Welcome To My Blog
RSS icon Home icon
  • Use Of The Balance Scorecard for ICT Performance Management

    Posted on January 12th, 2010 Ferry1002 No comments

    Pendahuluan

    Pada dasarnya kebutuhan akan pengendalian ICT atau Information and Communication Technology dan pengaturannya sangatlah dibutuhkan sesuai dengan perkembangan organisasi dan besarnya pengeluaran yang di pakai untuk ICT tersebut. Hampir keseluruhan dari tiap-tiap orang pemegang saham termasuk eksekutif managemen, line managers, ICT manager, dan yang lainnya harus memiliki wawasan yang luas mengenai apakah strategi ICT dan pegoperasiannya di dalam suatu organisasi memberikan nilai tambah tanpa menghasilkan resiko yang tidak beralasan.

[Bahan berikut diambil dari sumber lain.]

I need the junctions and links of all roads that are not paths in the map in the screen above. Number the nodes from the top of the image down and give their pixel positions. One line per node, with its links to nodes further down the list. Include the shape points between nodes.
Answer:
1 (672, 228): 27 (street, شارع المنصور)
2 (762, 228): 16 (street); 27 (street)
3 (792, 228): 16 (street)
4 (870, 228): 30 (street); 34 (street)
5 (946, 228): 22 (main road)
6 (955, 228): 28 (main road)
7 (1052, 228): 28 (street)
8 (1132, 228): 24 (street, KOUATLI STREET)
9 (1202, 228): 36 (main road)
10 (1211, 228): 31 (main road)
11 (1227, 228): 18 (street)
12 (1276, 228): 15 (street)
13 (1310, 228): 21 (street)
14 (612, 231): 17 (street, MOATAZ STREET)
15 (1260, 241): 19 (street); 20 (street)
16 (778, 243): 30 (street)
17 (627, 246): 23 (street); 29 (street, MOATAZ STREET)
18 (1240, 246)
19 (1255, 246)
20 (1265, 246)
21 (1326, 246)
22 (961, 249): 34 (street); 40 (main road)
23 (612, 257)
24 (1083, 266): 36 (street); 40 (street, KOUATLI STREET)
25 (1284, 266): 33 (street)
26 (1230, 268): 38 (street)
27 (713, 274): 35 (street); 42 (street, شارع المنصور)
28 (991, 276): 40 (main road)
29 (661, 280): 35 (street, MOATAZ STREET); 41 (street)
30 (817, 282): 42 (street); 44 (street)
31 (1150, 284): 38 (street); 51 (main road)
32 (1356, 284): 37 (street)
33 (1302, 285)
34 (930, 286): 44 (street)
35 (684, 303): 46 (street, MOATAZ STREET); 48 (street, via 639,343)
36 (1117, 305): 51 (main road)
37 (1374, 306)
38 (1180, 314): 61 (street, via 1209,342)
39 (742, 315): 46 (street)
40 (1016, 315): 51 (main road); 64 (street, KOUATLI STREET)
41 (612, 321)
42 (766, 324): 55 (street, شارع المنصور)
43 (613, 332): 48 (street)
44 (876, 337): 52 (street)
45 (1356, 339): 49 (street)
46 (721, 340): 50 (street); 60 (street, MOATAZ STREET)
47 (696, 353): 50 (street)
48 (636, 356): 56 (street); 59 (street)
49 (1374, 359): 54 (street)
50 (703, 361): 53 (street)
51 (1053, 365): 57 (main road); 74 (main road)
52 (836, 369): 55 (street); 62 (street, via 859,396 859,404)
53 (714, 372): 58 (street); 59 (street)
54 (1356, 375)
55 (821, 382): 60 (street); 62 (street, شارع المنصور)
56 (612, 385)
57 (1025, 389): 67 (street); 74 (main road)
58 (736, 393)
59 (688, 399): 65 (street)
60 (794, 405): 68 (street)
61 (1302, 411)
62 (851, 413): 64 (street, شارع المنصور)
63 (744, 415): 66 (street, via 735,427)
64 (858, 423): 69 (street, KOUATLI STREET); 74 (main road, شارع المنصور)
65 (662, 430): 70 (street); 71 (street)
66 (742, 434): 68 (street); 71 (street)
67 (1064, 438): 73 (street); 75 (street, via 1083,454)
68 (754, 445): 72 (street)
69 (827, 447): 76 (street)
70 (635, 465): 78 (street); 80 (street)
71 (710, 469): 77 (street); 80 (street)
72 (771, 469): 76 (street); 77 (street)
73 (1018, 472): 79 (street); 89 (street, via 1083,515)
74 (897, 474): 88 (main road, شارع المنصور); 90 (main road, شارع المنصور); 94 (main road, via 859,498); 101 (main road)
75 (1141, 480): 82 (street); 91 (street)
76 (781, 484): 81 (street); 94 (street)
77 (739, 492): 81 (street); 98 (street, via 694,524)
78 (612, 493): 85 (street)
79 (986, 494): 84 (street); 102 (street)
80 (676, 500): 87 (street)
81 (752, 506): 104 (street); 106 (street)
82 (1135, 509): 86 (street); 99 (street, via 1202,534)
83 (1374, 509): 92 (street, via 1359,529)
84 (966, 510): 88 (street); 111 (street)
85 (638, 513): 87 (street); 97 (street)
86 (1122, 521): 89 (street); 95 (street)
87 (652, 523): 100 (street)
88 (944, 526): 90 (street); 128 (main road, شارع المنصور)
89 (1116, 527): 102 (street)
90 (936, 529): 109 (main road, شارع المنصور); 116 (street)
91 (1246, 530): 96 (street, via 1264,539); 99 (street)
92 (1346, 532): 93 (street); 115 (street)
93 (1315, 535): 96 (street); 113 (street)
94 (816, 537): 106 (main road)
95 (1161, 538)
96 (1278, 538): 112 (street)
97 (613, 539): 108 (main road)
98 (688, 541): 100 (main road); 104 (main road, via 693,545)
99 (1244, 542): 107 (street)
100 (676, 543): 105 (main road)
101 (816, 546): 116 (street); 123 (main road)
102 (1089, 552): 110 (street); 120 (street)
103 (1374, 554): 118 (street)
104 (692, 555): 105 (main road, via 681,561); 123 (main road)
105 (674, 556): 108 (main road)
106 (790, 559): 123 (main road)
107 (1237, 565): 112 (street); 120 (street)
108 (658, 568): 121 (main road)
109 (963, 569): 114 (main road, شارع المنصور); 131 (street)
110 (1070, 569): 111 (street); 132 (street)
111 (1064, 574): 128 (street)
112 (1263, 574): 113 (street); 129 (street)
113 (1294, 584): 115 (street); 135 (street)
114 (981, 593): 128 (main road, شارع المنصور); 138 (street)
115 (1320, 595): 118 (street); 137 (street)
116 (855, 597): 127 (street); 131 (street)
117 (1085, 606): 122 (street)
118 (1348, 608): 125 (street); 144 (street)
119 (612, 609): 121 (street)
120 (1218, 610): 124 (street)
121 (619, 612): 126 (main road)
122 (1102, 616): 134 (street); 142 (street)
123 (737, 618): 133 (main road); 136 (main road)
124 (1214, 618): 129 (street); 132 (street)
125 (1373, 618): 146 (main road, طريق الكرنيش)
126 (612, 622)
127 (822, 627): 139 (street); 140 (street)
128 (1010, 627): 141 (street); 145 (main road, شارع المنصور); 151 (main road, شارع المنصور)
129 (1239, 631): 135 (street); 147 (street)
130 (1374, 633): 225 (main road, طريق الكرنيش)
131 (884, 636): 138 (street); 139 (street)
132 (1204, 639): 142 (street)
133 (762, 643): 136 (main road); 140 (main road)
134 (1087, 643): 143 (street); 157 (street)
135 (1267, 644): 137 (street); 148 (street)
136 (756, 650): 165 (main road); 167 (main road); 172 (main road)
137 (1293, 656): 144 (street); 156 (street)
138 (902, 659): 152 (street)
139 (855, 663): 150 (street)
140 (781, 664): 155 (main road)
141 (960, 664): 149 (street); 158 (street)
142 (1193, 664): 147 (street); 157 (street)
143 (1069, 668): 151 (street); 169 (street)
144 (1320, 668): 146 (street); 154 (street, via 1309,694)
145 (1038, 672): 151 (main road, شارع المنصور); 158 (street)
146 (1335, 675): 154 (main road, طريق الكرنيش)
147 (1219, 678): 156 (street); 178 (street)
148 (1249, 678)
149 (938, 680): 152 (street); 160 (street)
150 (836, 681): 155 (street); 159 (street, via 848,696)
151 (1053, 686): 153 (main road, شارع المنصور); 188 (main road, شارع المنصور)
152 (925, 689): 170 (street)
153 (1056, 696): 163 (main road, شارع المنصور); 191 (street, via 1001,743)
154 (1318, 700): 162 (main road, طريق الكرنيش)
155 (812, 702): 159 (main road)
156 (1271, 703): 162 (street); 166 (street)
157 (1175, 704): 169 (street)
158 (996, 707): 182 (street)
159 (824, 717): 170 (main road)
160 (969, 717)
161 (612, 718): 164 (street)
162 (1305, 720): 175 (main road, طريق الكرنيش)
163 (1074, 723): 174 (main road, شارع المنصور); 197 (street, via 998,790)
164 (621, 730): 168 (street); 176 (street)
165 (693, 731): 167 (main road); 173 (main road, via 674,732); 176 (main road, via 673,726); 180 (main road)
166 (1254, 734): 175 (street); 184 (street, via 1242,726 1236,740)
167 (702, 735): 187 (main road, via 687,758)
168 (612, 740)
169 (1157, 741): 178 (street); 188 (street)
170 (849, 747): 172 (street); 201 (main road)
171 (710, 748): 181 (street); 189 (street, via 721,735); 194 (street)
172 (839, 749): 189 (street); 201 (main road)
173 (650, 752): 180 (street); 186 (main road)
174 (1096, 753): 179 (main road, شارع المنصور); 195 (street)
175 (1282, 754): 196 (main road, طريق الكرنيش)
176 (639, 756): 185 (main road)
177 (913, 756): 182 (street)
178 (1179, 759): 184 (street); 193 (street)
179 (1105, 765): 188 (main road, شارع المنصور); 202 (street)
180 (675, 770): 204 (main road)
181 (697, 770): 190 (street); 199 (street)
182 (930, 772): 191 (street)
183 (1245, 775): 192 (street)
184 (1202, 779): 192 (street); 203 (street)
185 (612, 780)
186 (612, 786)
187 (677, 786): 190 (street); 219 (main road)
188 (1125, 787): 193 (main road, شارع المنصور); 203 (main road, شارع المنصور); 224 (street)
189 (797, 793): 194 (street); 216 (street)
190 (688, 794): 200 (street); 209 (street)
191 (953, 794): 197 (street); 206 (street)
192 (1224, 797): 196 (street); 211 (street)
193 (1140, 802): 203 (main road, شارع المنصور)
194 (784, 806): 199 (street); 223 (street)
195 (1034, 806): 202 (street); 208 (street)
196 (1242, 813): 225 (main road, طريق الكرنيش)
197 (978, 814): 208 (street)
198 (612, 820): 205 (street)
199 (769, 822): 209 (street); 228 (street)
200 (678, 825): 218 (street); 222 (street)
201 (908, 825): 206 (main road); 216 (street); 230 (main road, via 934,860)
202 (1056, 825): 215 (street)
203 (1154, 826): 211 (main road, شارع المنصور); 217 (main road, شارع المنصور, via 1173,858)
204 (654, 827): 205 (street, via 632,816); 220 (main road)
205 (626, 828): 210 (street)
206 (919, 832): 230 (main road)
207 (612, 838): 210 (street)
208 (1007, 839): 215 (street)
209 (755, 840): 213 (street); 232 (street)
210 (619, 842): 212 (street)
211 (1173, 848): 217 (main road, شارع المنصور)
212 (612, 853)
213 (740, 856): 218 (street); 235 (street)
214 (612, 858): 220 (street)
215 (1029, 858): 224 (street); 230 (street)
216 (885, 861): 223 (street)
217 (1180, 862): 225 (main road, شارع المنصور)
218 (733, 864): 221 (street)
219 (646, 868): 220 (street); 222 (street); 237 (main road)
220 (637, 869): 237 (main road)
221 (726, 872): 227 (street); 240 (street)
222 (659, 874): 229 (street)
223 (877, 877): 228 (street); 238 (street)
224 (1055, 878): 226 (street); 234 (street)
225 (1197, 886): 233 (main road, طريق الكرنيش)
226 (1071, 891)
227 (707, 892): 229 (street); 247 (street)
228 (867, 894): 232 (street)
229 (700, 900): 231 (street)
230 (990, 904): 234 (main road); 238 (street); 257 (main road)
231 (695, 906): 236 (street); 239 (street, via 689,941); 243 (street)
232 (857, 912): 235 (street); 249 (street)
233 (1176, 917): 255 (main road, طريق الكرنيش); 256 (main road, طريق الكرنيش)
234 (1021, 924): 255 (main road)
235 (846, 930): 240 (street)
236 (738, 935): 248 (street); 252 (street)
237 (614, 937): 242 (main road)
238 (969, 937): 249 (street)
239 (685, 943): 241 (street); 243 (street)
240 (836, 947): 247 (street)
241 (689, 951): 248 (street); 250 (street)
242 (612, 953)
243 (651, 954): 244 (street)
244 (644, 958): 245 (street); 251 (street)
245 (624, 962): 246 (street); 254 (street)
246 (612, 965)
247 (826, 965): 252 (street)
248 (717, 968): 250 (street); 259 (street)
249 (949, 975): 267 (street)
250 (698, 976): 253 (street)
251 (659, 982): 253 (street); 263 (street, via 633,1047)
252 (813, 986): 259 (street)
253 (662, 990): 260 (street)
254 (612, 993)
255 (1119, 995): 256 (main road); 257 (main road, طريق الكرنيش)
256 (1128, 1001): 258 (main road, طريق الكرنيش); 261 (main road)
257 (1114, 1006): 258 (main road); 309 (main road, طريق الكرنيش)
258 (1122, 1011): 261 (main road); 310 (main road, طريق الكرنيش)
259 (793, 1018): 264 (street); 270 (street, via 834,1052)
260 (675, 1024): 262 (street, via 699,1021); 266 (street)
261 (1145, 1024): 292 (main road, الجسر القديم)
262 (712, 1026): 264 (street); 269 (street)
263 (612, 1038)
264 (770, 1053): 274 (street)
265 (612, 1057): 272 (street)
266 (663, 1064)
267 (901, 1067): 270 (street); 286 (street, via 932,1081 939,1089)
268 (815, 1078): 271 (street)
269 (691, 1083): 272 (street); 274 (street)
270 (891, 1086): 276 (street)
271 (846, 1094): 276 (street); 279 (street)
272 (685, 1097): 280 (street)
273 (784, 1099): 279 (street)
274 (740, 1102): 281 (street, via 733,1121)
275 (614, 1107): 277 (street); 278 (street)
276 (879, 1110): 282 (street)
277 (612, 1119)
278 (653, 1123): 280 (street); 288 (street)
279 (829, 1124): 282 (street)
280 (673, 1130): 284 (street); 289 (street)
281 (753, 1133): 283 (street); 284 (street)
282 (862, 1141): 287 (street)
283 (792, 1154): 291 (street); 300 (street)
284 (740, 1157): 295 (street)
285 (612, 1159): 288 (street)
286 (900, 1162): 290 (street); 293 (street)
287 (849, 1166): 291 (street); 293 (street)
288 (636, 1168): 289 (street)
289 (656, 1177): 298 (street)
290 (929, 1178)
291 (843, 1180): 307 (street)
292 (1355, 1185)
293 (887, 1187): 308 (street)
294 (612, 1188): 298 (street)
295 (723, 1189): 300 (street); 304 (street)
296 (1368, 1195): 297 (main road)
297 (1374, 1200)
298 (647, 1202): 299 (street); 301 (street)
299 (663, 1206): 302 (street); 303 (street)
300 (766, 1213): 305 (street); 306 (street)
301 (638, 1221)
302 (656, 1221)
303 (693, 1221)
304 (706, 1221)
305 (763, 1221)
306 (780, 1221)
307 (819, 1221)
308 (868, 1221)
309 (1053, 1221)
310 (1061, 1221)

    Ketika kita ingin menentukan area kegiatan mana yang membutuhkan suatu management, kita perlu terlebih dahulu memikirkan aturan-aturan dan nilai-nilai dari organisasi ICT. Sangatlah berbeda dengan bisnis managemen dan ICT managemen untuk ICT supply managemen. Untuk itu perlu kita melihat dari berbagai sudut yang berbeda. Ada baiknya di lihat dari sudut pandang para pemegang saham sebab para pemegang saham memiliki begitu banyak pertanyaan yang dimana suatu organisasi atau perusahaan harulah mampu untuk menjawab pertanyaan tersebut.

    Karena itulah di butuhkannya suatu pemantauan atas setiap proses kerja yang diminati dan bukan di serahkan hanya kepada pihak keuangan belaka. Oleh sebab itu, performance management merupakan management proses yang lebih dari sekedar mekanisme pengaturan saja, tetapi dimaksudkan kepada pengaturan object yang di tuju (perencanaan) dan pemantauan (monitoring) apakah object tersebut telah tercapai oleh suatu organisasai atau belum. Untuk mengaplikasikan performance management ke dalam suatu organisasi atau perusahaan perlu pertama kali disusun gagasan yang bagus tetang hal penting apa yang perlu di sadari bersama. Banyak aspek yang dapat dipantau, antara lainnya adalah keuangan, efisiensi, efektifitas, pelayanan dan lain-lain.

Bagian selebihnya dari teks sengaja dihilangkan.